◆ Dataset entries ◆
- - - - -
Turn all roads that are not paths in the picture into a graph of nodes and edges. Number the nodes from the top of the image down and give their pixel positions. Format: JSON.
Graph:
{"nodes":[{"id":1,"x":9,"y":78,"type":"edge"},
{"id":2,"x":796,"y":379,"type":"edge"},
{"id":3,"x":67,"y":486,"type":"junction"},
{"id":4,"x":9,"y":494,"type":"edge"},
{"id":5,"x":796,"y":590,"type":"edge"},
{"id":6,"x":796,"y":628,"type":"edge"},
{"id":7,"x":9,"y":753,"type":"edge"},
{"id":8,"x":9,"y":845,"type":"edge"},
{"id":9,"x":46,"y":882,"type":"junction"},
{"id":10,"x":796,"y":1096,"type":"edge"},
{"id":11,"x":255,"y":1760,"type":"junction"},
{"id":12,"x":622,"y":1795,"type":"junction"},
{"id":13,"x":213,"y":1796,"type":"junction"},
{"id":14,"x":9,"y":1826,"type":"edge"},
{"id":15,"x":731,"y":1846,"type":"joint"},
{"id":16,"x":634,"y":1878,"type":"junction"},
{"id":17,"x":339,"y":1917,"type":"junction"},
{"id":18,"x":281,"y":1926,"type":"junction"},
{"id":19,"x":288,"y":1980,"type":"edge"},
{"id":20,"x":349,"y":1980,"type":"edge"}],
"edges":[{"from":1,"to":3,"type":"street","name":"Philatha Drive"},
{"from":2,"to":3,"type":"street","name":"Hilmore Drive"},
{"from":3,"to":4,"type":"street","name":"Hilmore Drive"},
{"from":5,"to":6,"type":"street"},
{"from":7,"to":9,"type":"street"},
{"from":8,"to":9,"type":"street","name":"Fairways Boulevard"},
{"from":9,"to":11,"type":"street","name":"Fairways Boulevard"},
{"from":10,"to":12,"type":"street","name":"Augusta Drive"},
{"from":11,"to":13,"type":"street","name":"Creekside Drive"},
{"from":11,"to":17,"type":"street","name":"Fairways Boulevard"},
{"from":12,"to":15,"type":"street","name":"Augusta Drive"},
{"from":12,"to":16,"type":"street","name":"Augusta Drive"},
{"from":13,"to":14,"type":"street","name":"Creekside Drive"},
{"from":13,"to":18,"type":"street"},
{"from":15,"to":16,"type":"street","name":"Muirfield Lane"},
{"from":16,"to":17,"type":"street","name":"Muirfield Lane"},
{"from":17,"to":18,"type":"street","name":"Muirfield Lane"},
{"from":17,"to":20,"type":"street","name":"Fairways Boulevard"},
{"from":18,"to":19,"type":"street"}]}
- - - - -
◆ The problem ◆
A single figure is expected: the count of lines in the data above that include the word "nodes".

◆ Result ◆
2